-- Material for this exercise follows --
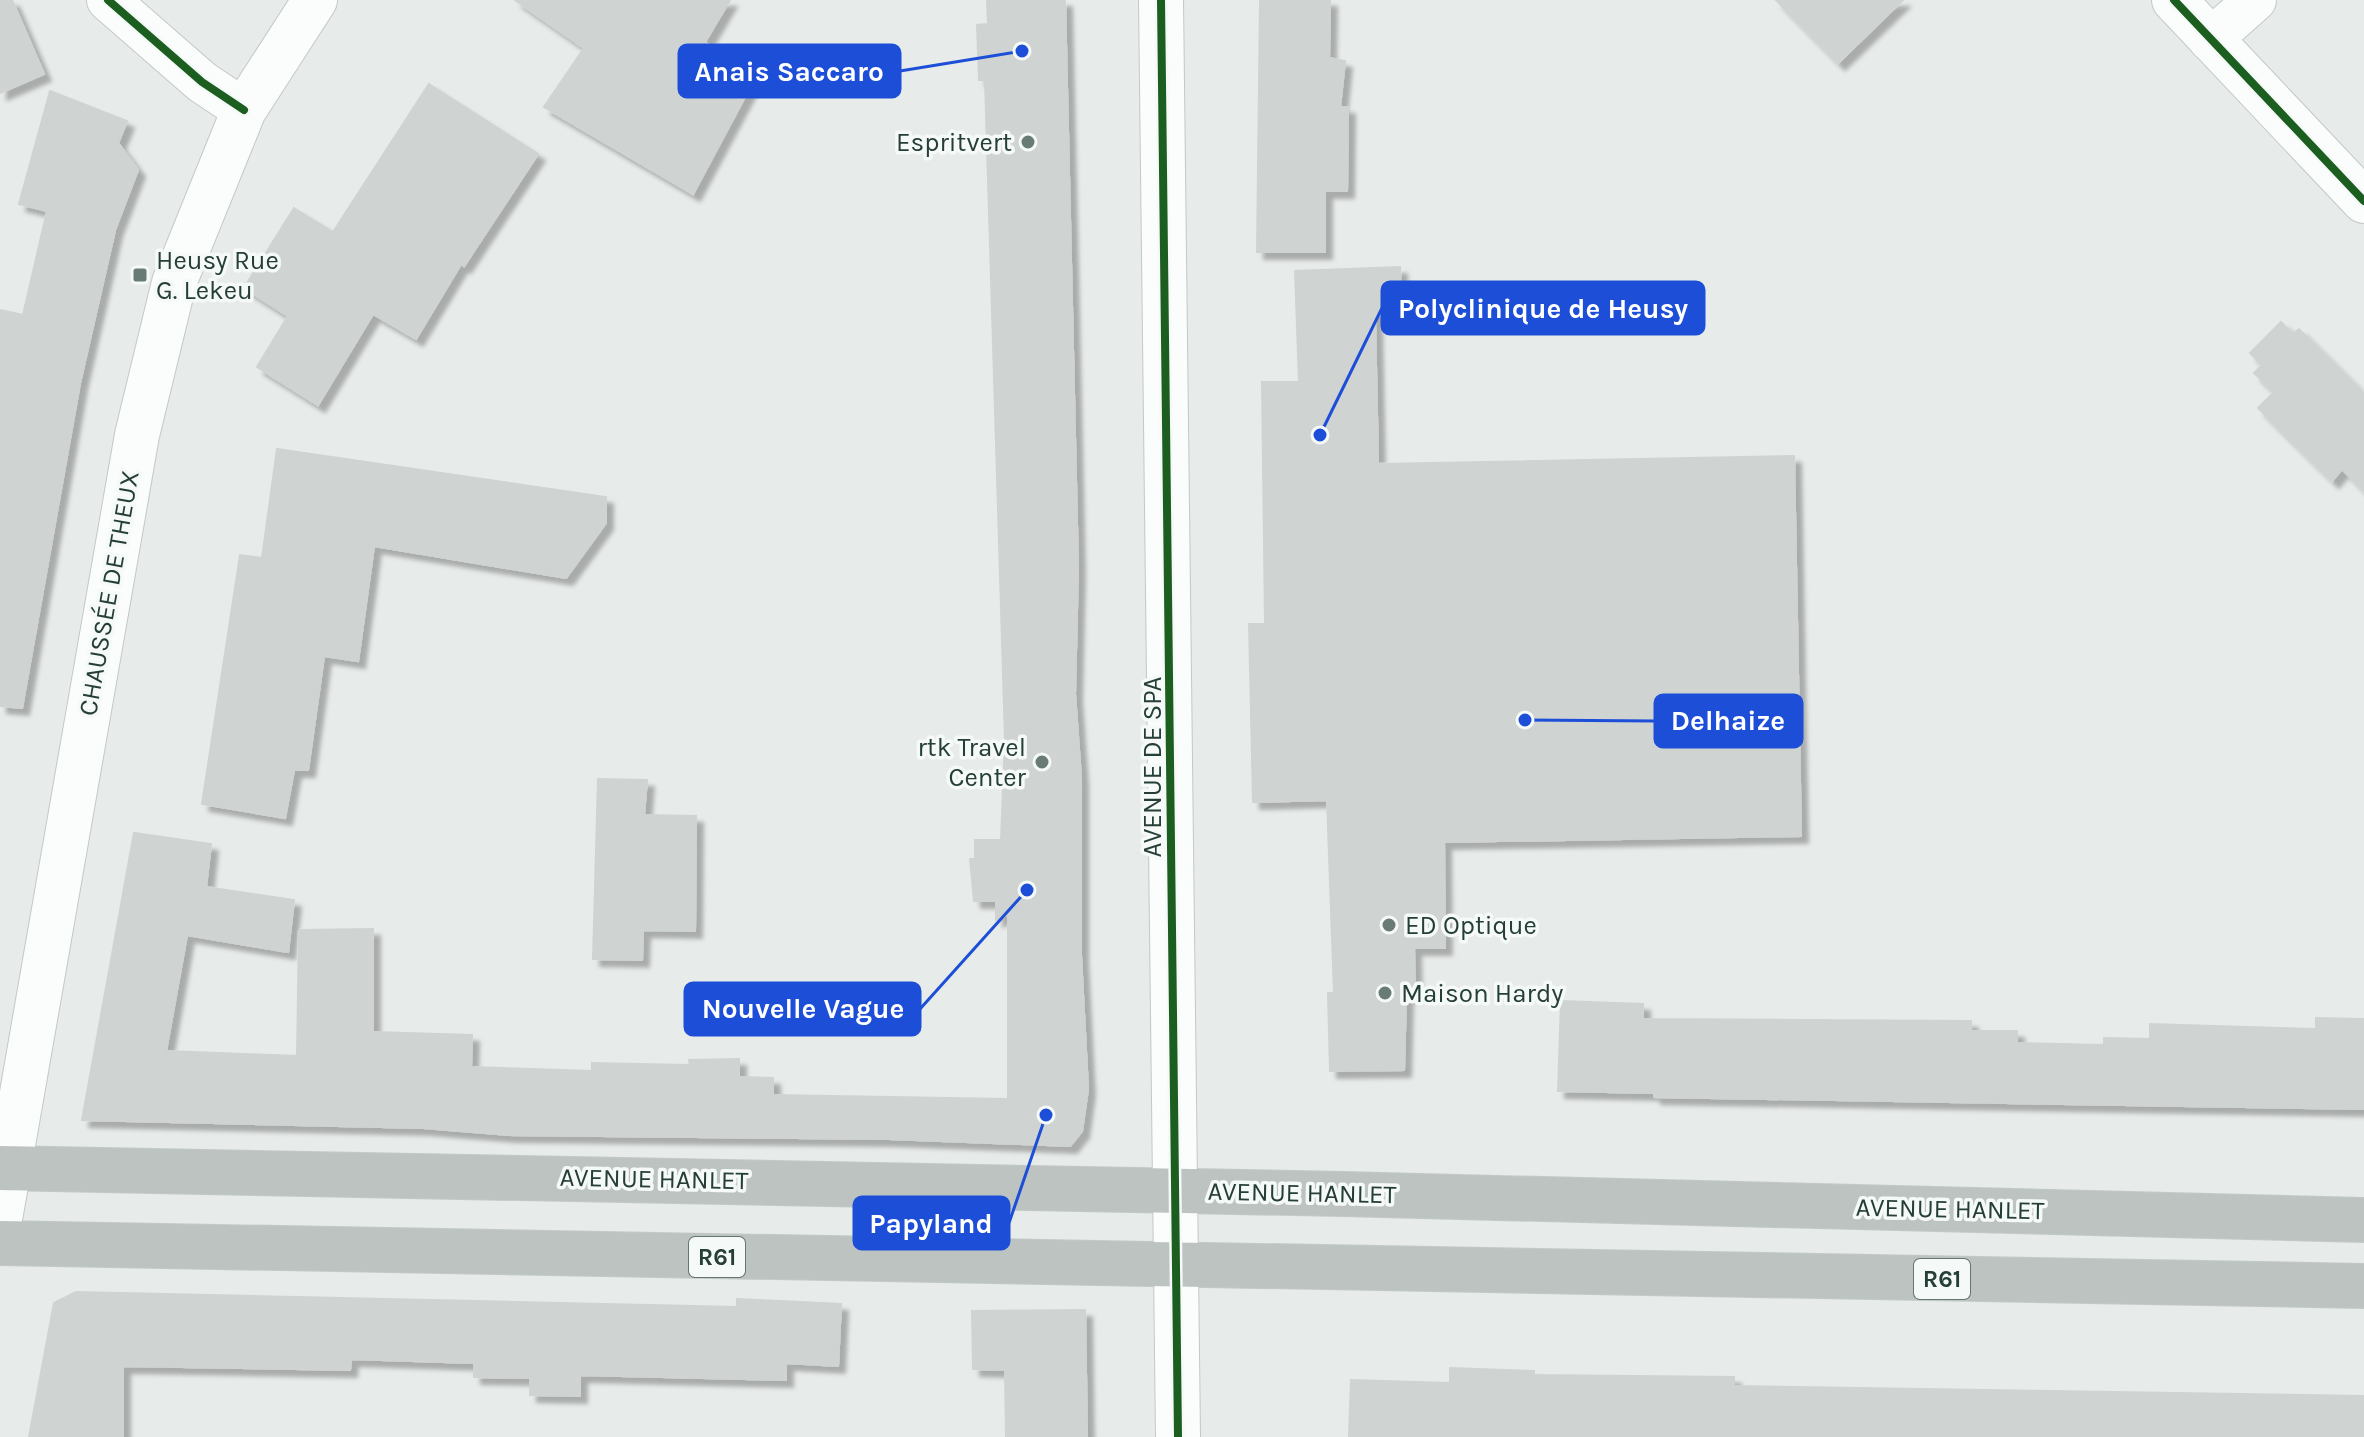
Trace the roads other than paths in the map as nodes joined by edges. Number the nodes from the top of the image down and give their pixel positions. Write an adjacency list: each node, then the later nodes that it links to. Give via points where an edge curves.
-- Material for this exercise concluded --
-- Material for this exercise follows --
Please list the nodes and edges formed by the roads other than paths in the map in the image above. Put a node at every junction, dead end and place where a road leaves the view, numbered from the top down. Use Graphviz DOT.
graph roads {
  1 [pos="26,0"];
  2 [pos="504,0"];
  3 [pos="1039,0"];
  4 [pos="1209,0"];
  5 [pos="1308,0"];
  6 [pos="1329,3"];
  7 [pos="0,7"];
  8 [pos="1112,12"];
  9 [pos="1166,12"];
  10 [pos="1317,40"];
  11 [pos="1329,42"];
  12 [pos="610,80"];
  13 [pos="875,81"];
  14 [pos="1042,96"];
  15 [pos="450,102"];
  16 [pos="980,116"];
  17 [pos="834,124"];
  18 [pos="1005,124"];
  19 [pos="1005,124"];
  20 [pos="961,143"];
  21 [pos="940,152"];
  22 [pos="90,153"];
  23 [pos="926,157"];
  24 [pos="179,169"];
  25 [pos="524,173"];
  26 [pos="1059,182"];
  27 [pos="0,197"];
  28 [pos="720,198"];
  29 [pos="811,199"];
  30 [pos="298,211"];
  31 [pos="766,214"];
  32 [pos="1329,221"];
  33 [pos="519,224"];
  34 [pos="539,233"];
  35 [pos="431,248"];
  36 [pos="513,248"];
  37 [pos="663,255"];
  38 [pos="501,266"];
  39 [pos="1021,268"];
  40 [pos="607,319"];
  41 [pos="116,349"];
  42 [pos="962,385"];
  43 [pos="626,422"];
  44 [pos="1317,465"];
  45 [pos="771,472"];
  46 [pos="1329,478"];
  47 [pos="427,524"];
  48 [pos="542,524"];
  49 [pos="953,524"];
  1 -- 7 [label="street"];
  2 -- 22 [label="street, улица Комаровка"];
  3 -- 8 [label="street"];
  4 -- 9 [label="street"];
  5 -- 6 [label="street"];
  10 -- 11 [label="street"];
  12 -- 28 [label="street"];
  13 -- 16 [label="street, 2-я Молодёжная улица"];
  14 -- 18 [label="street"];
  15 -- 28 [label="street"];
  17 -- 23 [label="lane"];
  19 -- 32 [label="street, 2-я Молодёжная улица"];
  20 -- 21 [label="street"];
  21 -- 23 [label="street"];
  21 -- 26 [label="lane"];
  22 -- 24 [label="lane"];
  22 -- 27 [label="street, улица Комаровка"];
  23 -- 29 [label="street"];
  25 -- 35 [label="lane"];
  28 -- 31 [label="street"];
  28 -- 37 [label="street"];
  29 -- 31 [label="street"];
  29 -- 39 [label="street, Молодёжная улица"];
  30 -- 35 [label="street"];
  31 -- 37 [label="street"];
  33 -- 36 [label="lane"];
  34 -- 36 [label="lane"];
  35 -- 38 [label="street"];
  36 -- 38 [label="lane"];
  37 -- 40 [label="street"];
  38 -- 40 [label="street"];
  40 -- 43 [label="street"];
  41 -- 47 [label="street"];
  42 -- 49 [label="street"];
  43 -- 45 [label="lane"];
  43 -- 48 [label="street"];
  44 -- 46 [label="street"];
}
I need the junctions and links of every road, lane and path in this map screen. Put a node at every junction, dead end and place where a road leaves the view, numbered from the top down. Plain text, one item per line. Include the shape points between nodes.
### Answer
-- Material for this exercise concluded --
▶ **Activity**
Look through the entries above and report each line where the string "points" occurs.

▶ **Exercise result**
Trace the roads other than paths in the map as nodes joined by edges. Number the nodes from the top of the image down and give their pixel positions. Write an adjacency list: each node, then the later nodes that it links to. Give via points where an edge curves.
I need the junctions and links of every road, lane and path in this map screen. Put a node at every junction, dead end and place where a road leaves the view, numbered from the top down. Plain text, one item per line. Include the shape points between nodes.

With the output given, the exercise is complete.